The broking house believes that the stock could go up once the official announcement comes from the BCCI, the cricket board. About seven out of the eight existing teams have agreed to induct two more teams in IPL.
Analysts believe that the $225 million base price fixed for this season is certainly on the higher side and that the new entrants tend to lose against the old team owners as they will have to dole out almost double of what was paid previously. In the inaugural edition, the floor valuation for teams was pegged at $50 million and the minimum winning bid was for $67 million (Rajasthan Royals) and the highest one was for Mumbai Indians at $112 million.

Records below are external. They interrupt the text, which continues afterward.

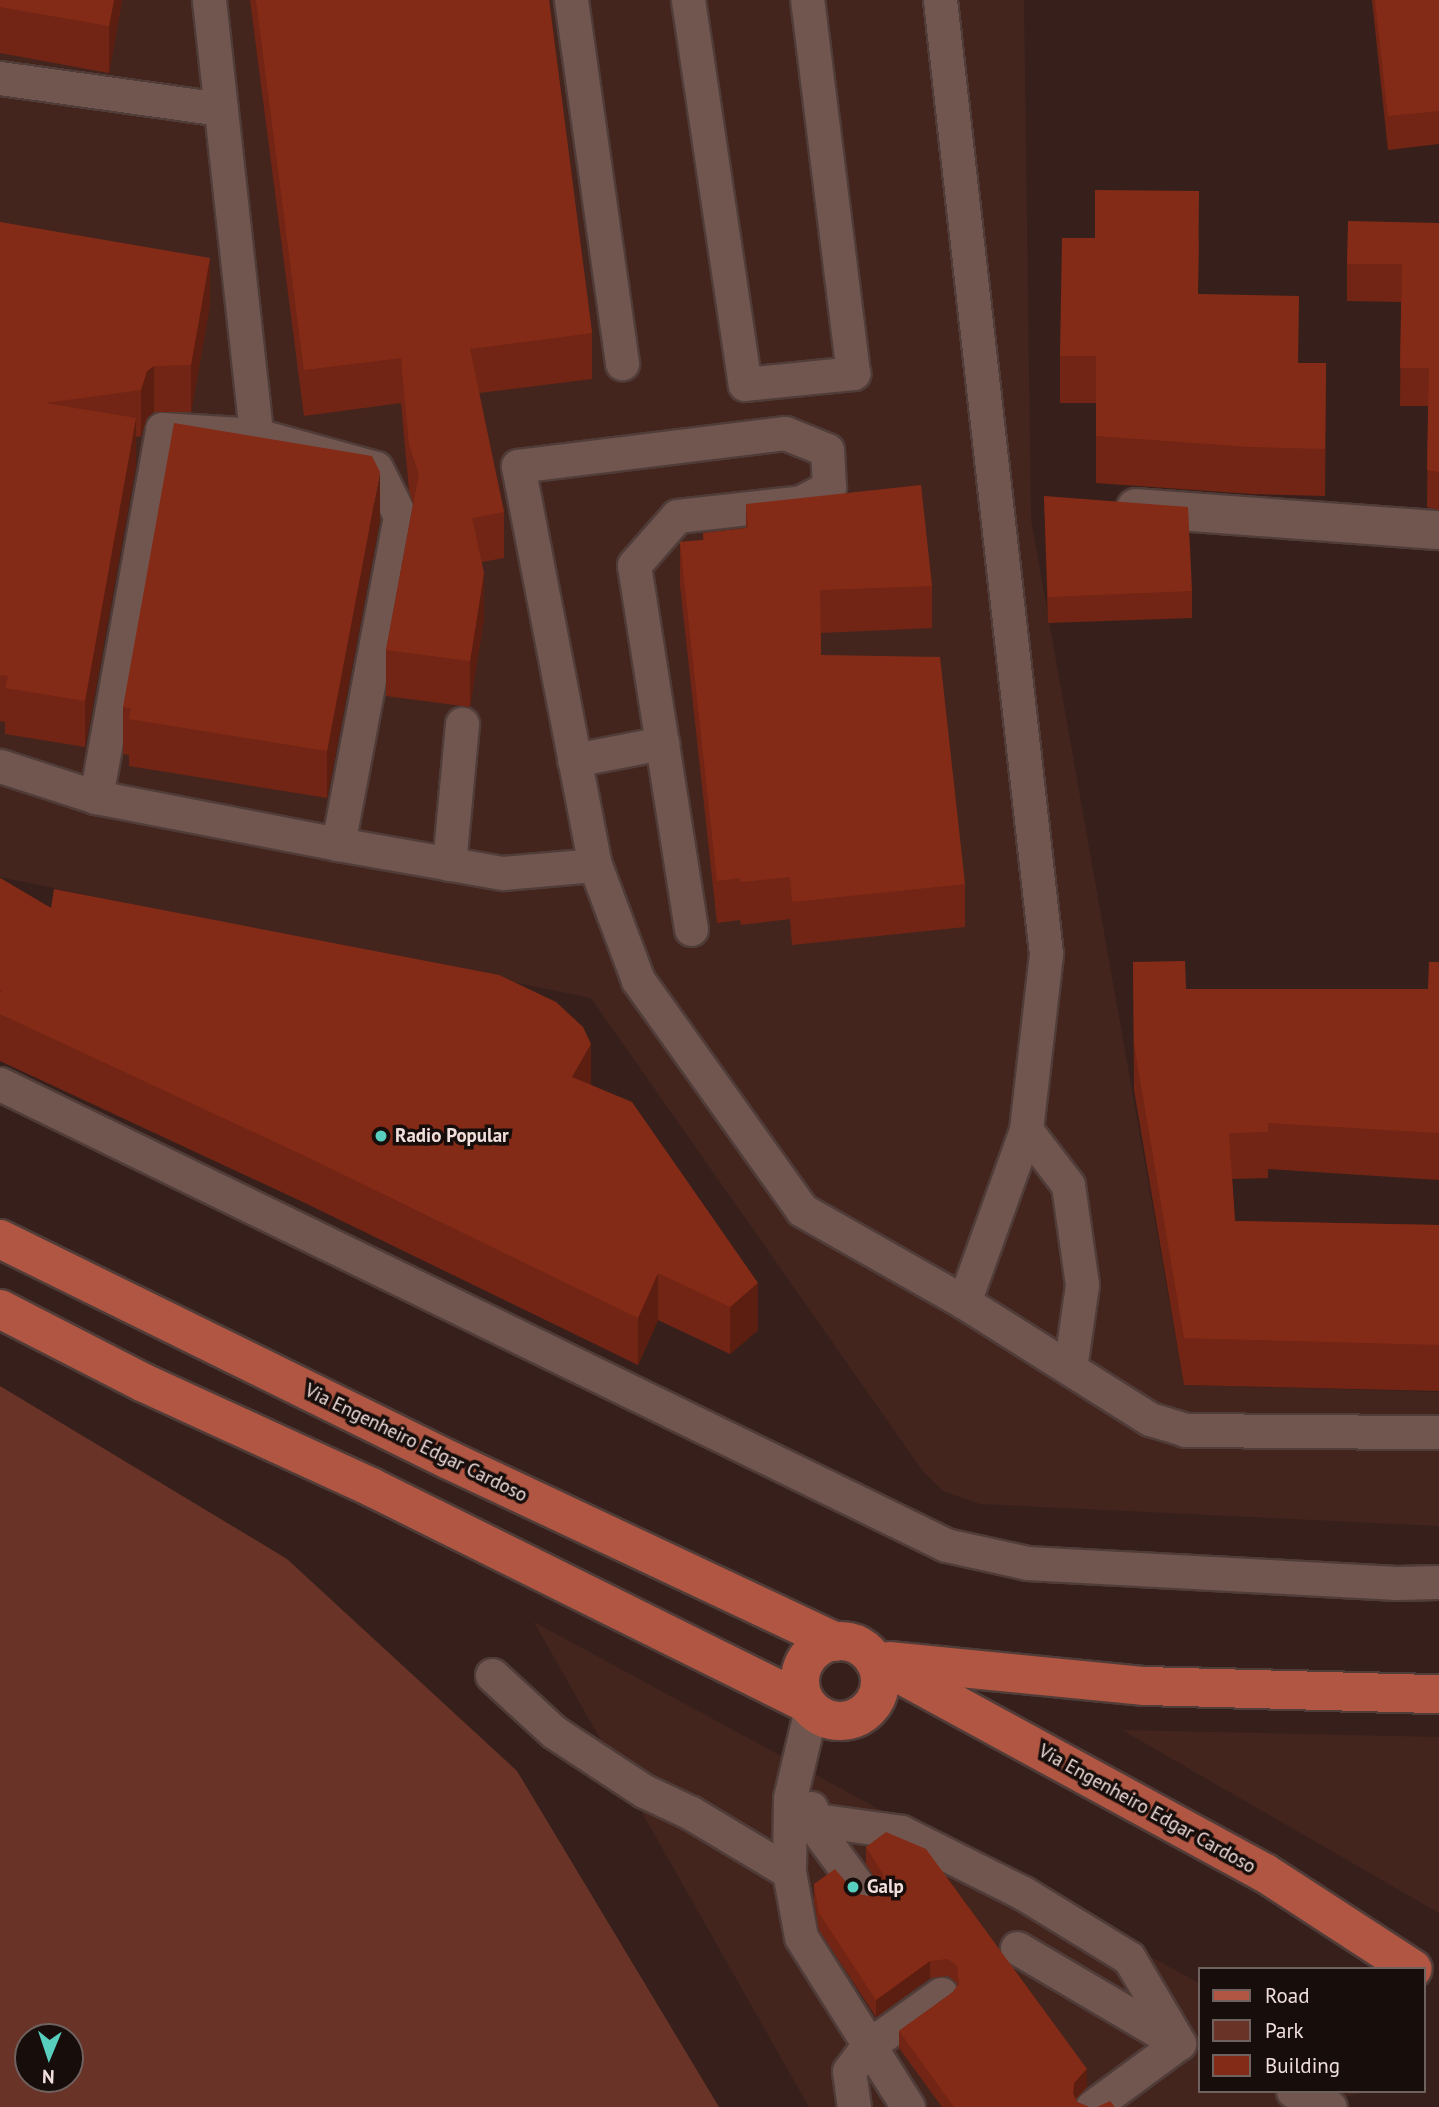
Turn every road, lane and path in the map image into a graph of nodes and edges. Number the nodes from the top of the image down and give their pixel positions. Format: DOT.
graph roads {
  1 [pos="209,0"];
  2 [pos="570,0"];
  3 [pos="688,0"];
  4 [pos="807,0"];
  5 [pos="940,0"];
  6 [pos="0,78"];
  7 [pos="221,109"];
  8 [pos="622,363"];
  9 [pos="256,435"];
  10 [pos="1098,505"];
  11 [pos="1439,530"];
  12 [pos="462,724"];
  13 [pos="662,743"];
  14 [pos="575,760"];
  15 [pos="0,766"];
  16 [pos="96,797"];
  17 [pos="338,844"];
  18 [pos="449,864"];
  19 [pos="595,865"];
  20 [pos="691,929"];
  21 [pos="0,1084"];
  22 [pos="1026,1130"];
  23 [pos="0,1239"];
  24 [pos="964,1301"];
  25 [pos="0,1309"];
  26 [pos="1070,1368"];
  27 [pos="1439,1432"];
  28 [pos="1439,1582"];
  29 [pos="835,1642"];
  30 [pos="874,1660"];
  31 [pos="492,1675"];
  32 [pos="1439,1694"];
  33 [pos="815,1710"];
  34 [pos="810,1819"];
  35 [pos="789,1872"];
  36 [pos="864,1894"];
  37 [pos="1017,1948"];
  38 [pos="1410,1967"];
  39 [pos="941,1994"];
  40 [pos="867,2046"];
  41 [pos="1189,2047"];
  42 [pos="1298,2093"];
  43 [pos="854,2107"];
  44 [pos="908,2107"];
  45 [pos="1092,2107"];
  46 [pos="1330,2107"];
  1 -- 7 [label="lane"];
  2 -- 8 [label="lane"];
  3 -- 4 [label="lane"];
  5 -- 22 [label="lane"];
  6 -- 7 [label="lane"];
  7 -- 9 [label="lane"];
  9 -- 16 [label="lane"];
  9 -- 17 [label="lane"];
  10 -- 11 [label="street"];
  12 -- 18 [label="lane"];
  13 -- 14 [label="lane"];
  13 -- 14 [label="lane"];
  13 -- 20 [label="lane"];
  14 -- 19 [label="lane"];
  15 -- 16 [label="lane"];
  16 -- 17 [label="lane"];
  17 -- 18 [label="lane"];
  18 -- 19 [label="lane"];
  19 -- 24 [label="lane"];
  21 -- 28 [label="lane"];
  22 -- 24 [label="lane"];
  22 -- 26 [label="lane"];
  23 -- 29 [label="main road, Via Engenheiro Edgar Cardoso"];
  24 -- 26 [label="lane"];
  25 -- 33 [label="main road"];
  26 -- 27 [label="lane"];
  29 -- 30 [label="main road"];
  29 -- 33 [label="main road"];
  30 -- 32 [label="main road"];
  30 -- 33 [label="main road"];
  30 -- 38 [label="main road, Via Engenheiro Edgar Cardoso"];
  31 -- 35 [label="lane"];
  33 -- 34 [label="lane"];
  33 -- 35 [label="lane"];
  34 -- 36 [label="lane"];
  34 -- 41 [label="lane"];
  35 -- 40 [label="lane"];
  37 -- 41 [label="lane"];
  39 -- 40 [label="lane"];
  40 -- 43 [label="lane"];
  40 -- 44 [label="lane"];
  41 -- 45 [label="lane"];
  42 -- 46 [label="lane"];
}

In Tuesday’s player auction for the IPL Season III, West Indies all-rounder Kieron Pollard and New Zealand pacer Shane Bond emerged the most expensive players commanding a price of $750,000 (approximately Rs 3.42 crore).
The entity, engaged in serious money making out of sport which currently has eight team owners, will also see two fresh team auction process for IPL Season IV.
The names of the new bidders doing the rounds are Anil Ambani owned ADAG interested in the Ahmedabad franchise and Sahara Group boss Subroto Roy keen on the Kanpur team. The names of Hero Honda MD and CEO Pawan Munjal, Bharti Airtel and Bollywood stars like Salman Khan figure in the speculative list of new investors vying for the to be added teams.
“Most of these teams will be realistic in bidding. They have invested a lot and have not seen any significant returns. They are going to be extremely rational on what they are putting. The focus will be more on plugging the gaps than getting trophy players. Investments made behind the trophy players didn’t quite pay off. Most corporate personalities have started to appreciate this as a more serious affair of making money,” said Sanjay Jain of Taj Capital, a New Delhi-based boutique investment firm.
It is believed that what feeds into this high valuation is the fact that IPL is a proven format and that this time it will also be broadcasted in theatres. With two new entrants, the resource pool will now be divided among 10, and not just eight teams, which took all the financial risks of making IPL successful in 2008. About 70-80% ad inventory of Sony is already sold out, which is now busy selling its 10 seconds slots as high as Rs 3-4 lakh ahead of the IPL season.
Royal Challengers Bangalore paid a franchisee fee of $111.6 million; Rajasthan Royals owner Jaipur IPL Cricket Pvt. Ltd paid $67 million; Mumbai Indians owner Reliance Industries paid $111.9 million; Kings XI Punjab owners Preity Zinta, Ness Wadia and Mohit Burman paid $76 million; Kolkata Knight Riders owner Red Chillies Entertainment paid $75.09 million; Chennai Super Kings owner India Cements Ltd paid $91 million; Delhi DareDevils owner GMR Holdings paid $84 million; Deccan Chargers owner Deccan Chronicle Holdings Ltd paid $107.1 million.